Tunable intrinsic magnetism in 2D Mo2B2 via double-transition-metal engineering under electric field and hole doping

Abstract

To advance the exploration of two-dimensional (2D) magnetic materials for spintronic applications, we propose a family of double-transition-metal (DTM) boride monolayers, MMoB2 (M = V, Cr, Mn, Fe, Co, Ni), and systematically investigate their magnetic behaviors using first-principles calculations combined with Monte Carlo simulations. Our study demonstrates that intrinsic magnetism is achieved in MMoB2 (M = V, Cr, Mn, Fe, Co, Ni) monolayers except NiMoB2. The magnetic moments in MMoB2 (M = V, Cr, Mn, Fe, Co) monolayers primarily originate from the exchange splitting of the M atoms' d-orbitals.

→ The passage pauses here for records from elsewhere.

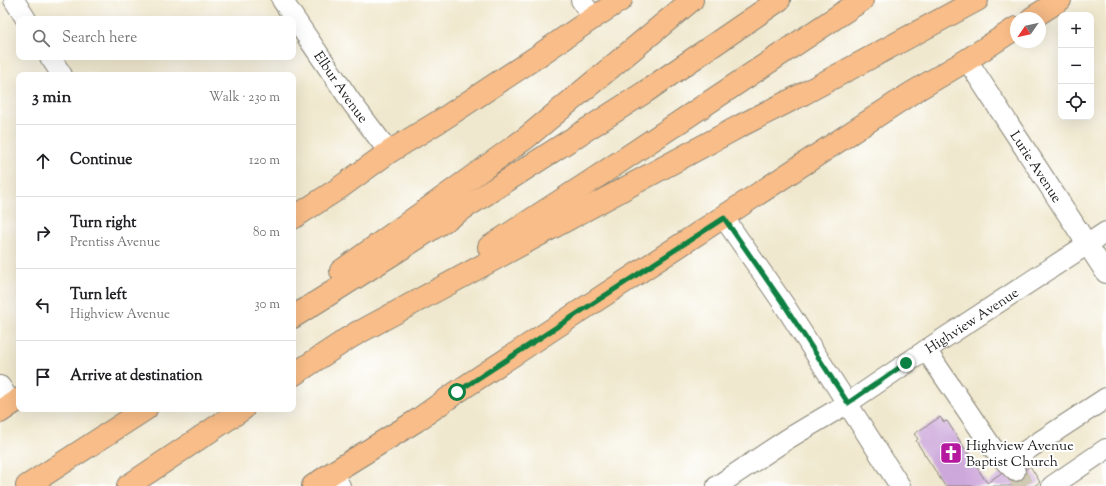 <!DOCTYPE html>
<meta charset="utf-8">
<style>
:root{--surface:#fff;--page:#f6f6f6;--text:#202124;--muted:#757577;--line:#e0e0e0}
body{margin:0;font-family:"Sorts Mill Goudy",serif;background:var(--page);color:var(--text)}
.controls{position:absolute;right:12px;top:12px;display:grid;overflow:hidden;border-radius:8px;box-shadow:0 4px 16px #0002}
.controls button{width:36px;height:36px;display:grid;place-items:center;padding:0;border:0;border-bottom:1px solid var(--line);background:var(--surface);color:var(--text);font:20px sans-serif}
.compass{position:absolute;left:1010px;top:12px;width:36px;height:36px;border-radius:50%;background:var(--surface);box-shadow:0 4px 16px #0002;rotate:236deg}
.stop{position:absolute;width:12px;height:12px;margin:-9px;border:3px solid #0b8043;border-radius:50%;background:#fff}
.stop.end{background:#0b8043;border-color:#fff;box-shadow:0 1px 4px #0008}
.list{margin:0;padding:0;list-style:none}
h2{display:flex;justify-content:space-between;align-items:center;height:52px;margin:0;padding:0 16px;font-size:17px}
h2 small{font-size:13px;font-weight:400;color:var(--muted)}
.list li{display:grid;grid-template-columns:26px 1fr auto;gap:12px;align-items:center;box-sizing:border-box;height:72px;padding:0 16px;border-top:1px solid var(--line)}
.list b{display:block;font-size:15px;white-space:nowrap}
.list p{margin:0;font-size:13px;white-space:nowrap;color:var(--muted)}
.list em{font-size:13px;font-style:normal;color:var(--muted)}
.icon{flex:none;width:22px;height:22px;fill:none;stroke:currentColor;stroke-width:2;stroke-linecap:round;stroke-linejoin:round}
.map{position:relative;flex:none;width:1106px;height:486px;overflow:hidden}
.search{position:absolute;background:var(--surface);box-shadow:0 4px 16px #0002;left:16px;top:16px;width:280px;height:44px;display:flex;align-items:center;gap:10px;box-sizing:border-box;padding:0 14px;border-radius:8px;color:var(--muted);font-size:15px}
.panel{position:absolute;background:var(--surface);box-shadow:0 4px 16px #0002;left:16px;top:72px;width:280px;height:340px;border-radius:8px}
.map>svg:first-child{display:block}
.building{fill:#cda9db}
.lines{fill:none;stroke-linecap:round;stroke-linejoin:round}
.minor-tunnel{stroke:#d0c9b3;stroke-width:20;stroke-dasharray:20 10;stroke-linecap:butt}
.minor-casing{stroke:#868275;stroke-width:22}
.major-casing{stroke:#868275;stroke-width:24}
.highway-casing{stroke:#868275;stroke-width:24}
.minor{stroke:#fff;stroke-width:20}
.major{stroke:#f8bd88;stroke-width:22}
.highway{stroke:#f8bd88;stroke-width:22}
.route{stroke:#0b8043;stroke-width:5}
.labels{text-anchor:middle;stroke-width:4;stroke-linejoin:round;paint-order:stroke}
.street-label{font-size:14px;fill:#1c1c1c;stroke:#fff}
.poi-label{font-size:14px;fill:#1c1c1c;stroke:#fff;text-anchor:start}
</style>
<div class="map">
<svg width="1106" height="486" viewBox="0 0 1106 486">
<rect width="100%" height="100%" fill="#fff"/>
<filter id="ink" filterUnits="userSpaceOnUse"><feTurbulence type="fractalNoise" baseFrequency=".025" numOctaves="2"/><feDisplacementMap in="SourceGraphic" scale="8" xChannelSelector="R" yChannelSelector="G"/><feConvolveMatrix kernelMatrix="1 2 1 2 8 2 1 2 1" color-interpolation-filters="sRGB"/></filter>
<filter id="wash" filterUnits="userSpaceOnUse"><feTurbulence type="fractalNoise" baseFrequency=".012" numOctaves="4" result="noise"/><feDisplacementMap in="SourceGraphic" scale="16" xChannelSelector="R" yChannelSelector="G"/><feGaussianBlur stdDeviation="0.9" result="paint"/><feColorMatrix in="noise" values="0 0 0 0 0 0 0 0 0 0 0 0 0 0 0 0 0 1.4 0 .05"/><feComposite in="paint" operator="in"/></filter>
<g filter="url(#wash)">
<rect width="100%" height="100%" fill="#f0e8ce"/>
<g id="blocks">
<path class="building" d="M940 417 944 422 947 421 987 483 1004 471 1010 480 1030 466 1040 482 1034 486H945L916 441 918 439 914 434Z"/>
</g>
</g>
<g filter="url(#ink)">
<use href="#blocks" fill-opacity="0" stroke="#868275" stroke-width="1"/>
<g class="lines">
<path class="minor-tunnel" d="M1015 471 1024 486"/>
<g class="minor-casing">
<g id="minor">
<path d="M14 0 26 19"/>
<path id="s1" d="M282 0 352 103 389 152"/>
<path d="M581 0 593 18"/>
<path d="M50 57 62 75"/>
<path id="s2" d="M967 60 1106 273"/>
<path d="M724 218 783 303 900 486"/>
<path d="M926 350 994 450 1015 471"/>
<path d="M0 386 12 404"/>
<path d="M1007 463 1106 398"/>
<path d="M332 473 340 486"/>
<path id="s3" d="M717 486 789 438 848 403 926 350 1106 232"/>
<path d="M1052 486 1106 449"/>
</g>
</g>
<g class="major-casing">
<g id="major">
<path d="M1032 18 1060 0"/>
<path d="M293 218 338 189 389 152 443 119 538 56 593 18 621 0"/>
<path d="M0 412 19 399"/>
<path d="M313 486 332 473 416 421 457 392 910 94 967 60 1016 28"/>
</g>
</g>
<g class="highway-casing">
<g id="highway">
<path d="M489 247 591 181 862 0"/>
<path d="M341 271 526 138 692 0"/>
<path d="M293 317 396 252 645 92 779 0"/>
<path d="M345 340 740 126 803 94 977 0"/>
<path d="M293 375 358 332"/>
<path d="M27 486 146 409"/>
<path d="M128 486 243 409"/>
</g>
</g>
<use href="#minor" class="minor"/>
<use href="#major" class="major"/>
<use href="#highway" class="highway"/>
</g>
</g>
<g class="lines" filter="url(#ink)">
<path class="route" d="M457 392 724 218 783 303 848 403 906 363"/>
</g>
<defs>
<g id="church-square" transform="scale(1.15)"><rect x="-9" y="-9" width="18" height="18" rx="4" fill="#b5179e" stroke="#fff"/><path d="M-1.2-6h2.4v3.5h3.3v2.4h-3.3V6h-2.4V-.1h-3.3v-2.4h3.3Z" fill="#fff"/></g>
</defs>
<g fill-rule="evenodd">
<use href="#church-square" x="951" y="453"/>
</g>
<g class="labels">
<g class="street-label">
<text dy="5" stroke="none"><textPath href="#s1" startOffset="105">Elbur Avenue</textPath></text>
<text dy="5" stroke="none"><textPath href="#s2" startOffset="127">Lurie Avenue</textPath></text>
<text dy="5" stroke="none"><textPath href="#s3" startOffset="304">Highview Avenue</textPath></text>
</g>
<g class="poi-label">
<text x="966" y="450">Highview Avenue<tspan x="966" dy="16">Baptist Church</tspan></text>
</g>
</g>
</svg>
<div class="controls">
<button>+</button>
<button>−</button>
<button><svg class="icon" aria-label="locate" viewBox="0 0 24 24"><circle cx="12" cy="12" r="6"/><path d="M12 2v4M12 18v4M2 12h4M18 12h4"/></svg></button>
</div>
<svg class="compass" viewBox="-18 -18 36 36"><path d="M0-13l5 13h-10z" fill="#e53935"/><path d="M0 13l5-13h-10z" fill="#757577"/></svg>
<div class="stop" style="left:457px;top:392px"></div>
<div class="stop end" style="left:906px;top:363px"></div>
<div class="search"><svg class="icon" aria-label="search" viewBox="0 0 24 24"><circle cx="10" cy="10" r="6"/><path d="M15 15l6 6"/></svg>Search here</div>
<section class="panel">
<h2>3 min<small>Walk · 230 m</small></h2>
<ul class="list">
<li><svg class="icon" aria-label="ahead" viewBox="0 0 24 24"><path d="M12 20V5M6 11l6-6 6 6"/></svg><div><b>Continue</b></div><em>120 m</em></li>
<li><svg class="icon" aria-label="right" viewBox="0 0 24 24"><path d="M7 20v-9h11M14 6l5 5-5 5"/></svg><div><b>Turn right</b><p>Prentiss Avenue</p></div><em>80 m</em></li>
<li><svg class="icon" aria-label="left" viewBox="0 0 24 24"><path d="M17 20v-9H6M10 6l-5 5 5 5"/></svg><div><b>Turn left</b><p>Highview Avenue</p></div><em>30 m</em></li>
<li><svg class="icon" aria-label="arrive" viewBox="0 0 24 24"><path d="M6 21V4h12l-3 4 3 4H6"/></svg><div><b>Arrive at destination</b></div></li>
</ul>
</section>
</div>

MMoB2 (M = V, Cr, Mn) monolayers show an out-of-plane easy magnetization axis, while MMoB2 (M = Fe, Co) monolayers exhibit an in-plane easy axis. The calculated Curie temperatures (TC) of MMoB2 (M = V, Cr, Mn, Fe) monolayers significantly higher than room temperature, with the CrMoB2 monolayer reaching up to 1174 K, making them highly promising candidates for practical spintronic applications. In addition, both vertical electric fields and hole doping effectively manipulate the magnetic behaviors of MMoB2 (M = V, Cr, Mn, Fe, Co) monolayers. Under these external stimuli, the magnetic moments, magnetic anisotropy energies (MAE) and TC of MMoB2 (M = V, Cr, Mn, Fe, Co) monolayers are further enhanced.